So the Halifax bus strike drags on. I doubt many people understand what the strike is about. Some technical dispute over the insider term "rostering", whatever that is.
There is actually a bus that goes near my place that arrives right at my work which I used a couple of times and would be usable overall if necessary. But I'm in the first group. No bus, shrug, hop in the car and drive to the office. I feel bad for the people put out by this as I was a rider for many years. The 1998 strike was disruptive. At least then it was nicer out and I was able to bike to work.
In a way it's a strange strike in the sense that the employer makes money by the workers being away. So the city may not have a lot of incentive to settle this as they make money every day of the strike. Alas transit customers from the middle class commuters have made other arrangements. and the students, the working poor and the poor have little influence in the media or political sway.
It's a bit like the 1990 federal civil service strike. Every day they were out saved the taxpayer $30 million. So they could stay out indefinitely as far as most people were concerned as it made no difference in our lives whether they went to work or not. It only became relevant when they started blocking traffic. I noticed transit is now using the same tactics, sacrificing the public safety by blocking snowplows from leaving the depot.
It's a risky tactic making yourselves as hated and unpopular as possible in the general public to create public pressure to then pressure the employer to settle the strike. By causing public disruption any goodwill they may have had in the public will swiftly vanish. And they may not have had a lot to begin with.
In recent years there has been an emerging meta issue around the unions and strikes. In 1990 the civil service strike was crumbling after a couple of weeks and thousands of government strikers were crossing the lines and returning to the office each day. If Mulroney had just sat tight for another 1-2 weeks the strike would have failed completely. Instead he gave the union a face saving deal around bumping which they were going to get anyway with the original 0-3-3 scheme. So in a sense it was deemed important for the union to go on and not be defeated.
Forward to the aliant strike sometime around 2007. Management was able to keep dial tone on as the strike dragged on for months. Then in late summer human interest stories started appearing in the paper that people had to pull their kids out of hockey because of the lost pay from the strike.
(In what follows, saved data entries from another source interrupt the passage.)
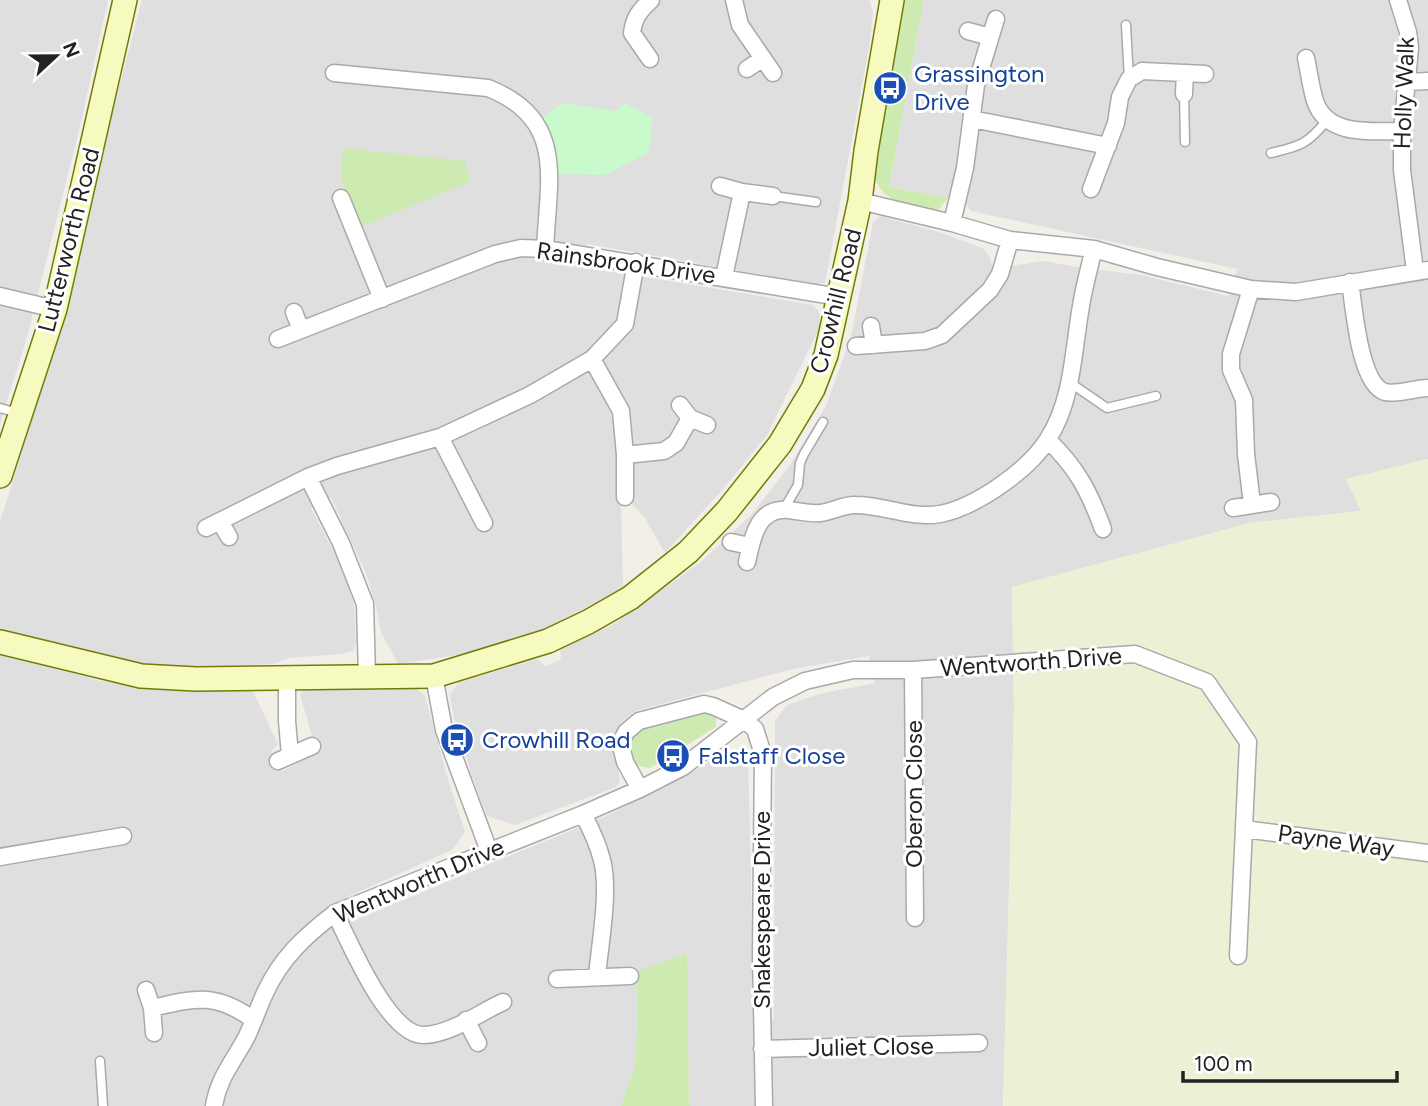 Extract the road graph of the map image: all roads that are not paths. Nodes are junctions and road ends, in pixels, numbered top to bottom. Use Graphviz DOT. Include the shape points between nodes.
graph roads {
  1 [pos="125,0"];
  2 [pos="651,0"];
  3 [pos="734,0"];
  4 [pos="892,0"];
  5 [pos="1398,0"];
  6 [pos="996,19"];
  7 [pos="1126,25"];
  8 [pos="968,31"];
  9 [pos="990,37"];
  10 [pos="763,58"];
  11 [pos="1306,58"];
  12 [pos="650,59"];
  13 [pos="747,69"];
  14 [pos="1327,72"];
  15 [pos="334,73"];
  16 [pos="773,73"];
  17 [pos="1185,73"];
  18 [pos="1205,74"];
  19 [pos="351,75"];
  20 [pos="1310,76"];
  21 [pos="1129,79"];
  22 [pos="1428,81"];
  23 [pos="1408,82"];
  24 [pos="349,92"];
  25 [pos="1184,94"];
  26 [pos="972,118"];
  27 [pos="1328,119"];
  28 [pos="1402,131"];
  29 [pos="1185,142"];
  30 [pos="1108,146"];
  31 [pos="1271,153"];
  32 [pos="720,186"];
  33 [pos="1091,190"];
  34 [pos="742,192"];
  35 [pos="773,196"];
  36 [pos="341,198"];
  37 [pos="860,201"];
  38 [pos="816,202"];
  39 [pos="952,223"];
  40 [pos="1010,240"];
  41 [pos="545,249"];
  42 [pos="1094,249"];
  43 [pos="636,262"];
  44 [pos="1422,271"];
  45 [pos="724,278"];
  46 [pos="1350,282"];
  47 [pos="1251,289"];
  48 [pos="0,296"];
  49 [pos="839,297"];
  50 [pos="382,299"];
  51 [pos="55,309"];
  52 [pos="294,312"];
  53 [pos="871,326"];
  54 [pos="301,330"];
  55 [pos="278,339"];
  56 [pos="874,345"];
  57 [pos="856,346"];
  58 [pos="592,359"];
  59 [pos="1069,382"];
  60 [pos="1428,388"];
  61 [pos="1156,396"];
  62 [pos="11,411"];
  63 [pos="823,422"];
  64 [pos="707,425"];
  65 [pos="440,436"];
  66 [pos="1048,440"];
  67 [pos="625,456"];
  68 [pos="0,476"];
  69 [pos="308,477"];
  70 [pos="625,497"];
  71 [pos="1111,501"];
  72 [pos="1271,502"];
  73 [pos="1252,504"];
  74 [pos="1096,508"];
  75 [pos="1233,508"];
  76 [pos="784,509"];
  77 [pos="485,514"];
  78 [pos="1103,529"];
  79 [pos="229,537"];
  80 [pos="731,542"];
  81 [pos="0,642"];
  82 [pos="913,670"];
  83 [pos="434,676"];
  84 [pos="367,677"];
  85 [pos="287,678"];
  86 [pos="744,720"];
  87 [pos="312,746"];
  88 [pos="640,789"];
  89 [pos="583,814"];
  90 [pos="1244,829"];
  91 [pos="122,836"];
  92 [pos="489,851"];
  93 [pos="1428,853"];
  94 [pos="0,857"];
  95 [pos="335,913"];
  96 [pos="915,918"];
  97 [pos="1238,956"];
  98 [pos="597,976"];
  99 [pos="630,976"];
  100 [pos="557,979"];
  101 [pos="146,990"];
  102 [pos="503,1002"];
  103 [pos="152,1008"];
  104 [pos="254,1020"];
  105 [pos="466,1020"];
  106 [pos="154,1033"];
  107 [pos="478,1043"];
  108 [pos="979,1043"];
  109 [pos="762,1049"];
  110 [pos="100,1061"];
  111 [pos="103,1106"];
  112 [pos="215,1106"];
  113 [pos="764,1106"];
  1 -- 51 [label="street, Lutterworth Road"];
  2 -- 12 [label="street" via="639,11 632,33 635,51"];
  3 -- 10 [label="street" via="740,25"];
  4 -- 37 [label="street, Crowhill Road"];
  5 -- 23 [label="street, Holly Walk" via="1410,48"];
  6 -- 9 [label="street"];
  7 -- 21 [label="lane"];
  8 -- 9 [label="street"];
  9 -- 26 [label="street"];
  10 -- 13 [label="street"];
  10 -- 16 [label="street"];
  11 -- 20 [label="street"];
  14 -- 20 [label="street"];
  15 -- 19 [label="street"];
  17 -- 18 [label="street"];
  17 -- 21 [label="street" via="1142,71"];
  17 -- 25 [label="street"];
  19 -- 24 [label="street"];
  19 -- 41 [label="street" via="488,88 523,107 538,125 549,157"];
  20 -- 27 [label="street" via="1316,104"];
  21 -- 30 [label="street"];
  22 -- 23 [label="street"];
  23 -- 28 [label="street, Holly Walk"];
  25 -- 29 [label="lane"];
  26 -- 30 [label="street"];
  26 -- 39 [label="street"];
  27 -- 28 [label="street" via="1353,131"];
  27 -- 31 [label="lane" via="1300,146"];
  28 -- 44 [label="street, Holly Walk" via="1402,170"];
  30 -- 33 [label="street"];
  32 -- 34 [label="street"];
  34 -- 35 [label="street"];
  34 -- 45 [label="street"];
  35 -- 38 [label="lane"];
  36 -- 50 [label="street"];
  37 -- 39 [label="street"];
  37 -- 49 [label="street, Crowhill Road"];
  39 -- 40 [label="street"];
  40 -- 42 [label="street"];
  40 -- 56 [label="street" via="990,290 953,327 925,341"];
  41 -- 43 [label="street, Rainsbrook Drive"];
  41 -- 50 [label="street, Rainsbrook Drive" via="495,254"];
  42 -- 47 [label="street"];
  42 -- 59 [label="street"];
  43 -- 45 [label="street, Rainsbrook Drive"];
  43 -- 58 [label="street" via="625,324"];
  44 -- 46 [label="street"];
  45 -- 49 [label="street, Rainsbrook Drive"];
  46 -- 47 [label="street" via="1296,292"];
  46 -- 60 [label="street" via="1363,358 1376,387 1387,393"];
  47 -- 73 [label="street" via="1231,354 1231,370 1244,400"];
  48 -- 51 [label="street"];
  49 -- 83 [label="street, Crowhill Road" via="818,378 793,425 744,491 688,552 630,597 588,622 548,641"];
  50 -- 54 [label="street, Rainsbrook Drive"];
  51 -- 62 [label="street, Lutterworth Road"];
  52 -- 54 [label="street"];
  53 -- 56 [label="street"];
  54 -- 55 [label="street, Rainsbrook Drive"];
  56 -- 57 [label="street"];
  58 -- 65 [label="street" via="530,395"];
  58 -- 67 [label="street" via="621,411"];
  59 -- 61 [label="lane" via="1107,408"];
  59 -- 66 [label="street"];
  62 -- 68 [label="street, Lutterworth Road"];
  63 -- 76 [label="lane" via="804,454 797,485"];
  64 -- 67 [label="street" via="685,411 676,443 664,451"];
  65 -- 69 [label="street"];
  65 -- 77 [label="street"];
  66 -- 74 [label="street" via="1076,470"];
  66 -- 76 [label="street" via="1007,480 940,514 852,504 822,513"];
  67 -- 70 [label="street"];
  69 -- 79 [label="street" via="213,524"];
  69 -- 84 [label="street" via="365,604"];
  71 -- 74 [label="street"];
  72 -- 73 [label="street"];
  73 -- 75 [label="street"];
  74 -- 78 [label="street"];
  76 -- 80 [label="street" via="760,522 752,534 749,554"];
  81 -- 85 [label="street, Crowhill Road" via="141,676"];
  82 -- 86 [label="street, Wentworth Drive" via="853,670 805,681 773,697"];
  82 -- 90 [label="street, Wentworth Drive" via="1135,654 1207,682 1248,743"];
  82 -- 96 [label="street, Oberon Close"];
  83 -- 84 [label="street, Crowhill Road"];
  83 -- 92 [label="street" via="444,730"];
  84 -- 85 [label="street, Crowhill Road"];
  85 -- 87 [label="street" via="284,758"];
  86 -- 88 [label="street, Wentworth Drive" via="682,766"];
  86 -- 88 [label="street" via="704,704 639,721 626,732 622,750"];
  86 -- 109 [label="street, Shakespeare Drive" via="755,729 763,754"];
  88 -- 89 [label="street, Wentworth Drive"];
  89 -- 92 [label="street, Wentworth Drive"];
  89 -- 98 [label="street" via="605,880"];
  90 -- 93 [label="street, Payne Way"];
  90 -- 97 [label="street, Wentworth Drive"];
  91 -- 94 [label="street"];
  92 -- 95 [label="street, Wentworth Drive"];
  95 -- 104 [label="street, Wentworth Drive" via="287,954"];
  95 -- 105 [label="street" via="378,996 402,1027 421,1036"];
  98 -- 99 [label="street"];
  98 -- 100 [label="street"];
  101 -- 103 [label="street"];
  102 -- 105 [label="street"];
  103 -- 104 [label="street" via="194,998 235,1006"];
  103 -- 106 [label="street"];
  104 -- 112 [label="street, Wentworth Drive" via="221,1078"];
  105 -- 107 [label="street"];
  108 -- 109 [label="street, Juliet Close"];
  109 -- 113 [label="street, Shakespeare Drive"];
  110 -- 111 [label="lane"];
}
Aliant was subtly pressured by the government to allow the union an honourable settlement to the strike so they could return to work. Again the union was in trouble but not smashed when the employer made a face saving deal.
One thing though. Two weeks in, once they missed their first paycheques the transit union was demanding to go to arbitration. HRM has wisely refused this. After the arbitration fiasco last year when the nurses were bizarrely awarded 5.1%. The arbitration system in Nova Scotia has a major credibility problem as biased toward the unions. To the employers and much of the general public the perception is that going to arbitration may as well just let the union dictate the terms of their settlement. So skip that. Let the union and employer come to some negotiated deal between them.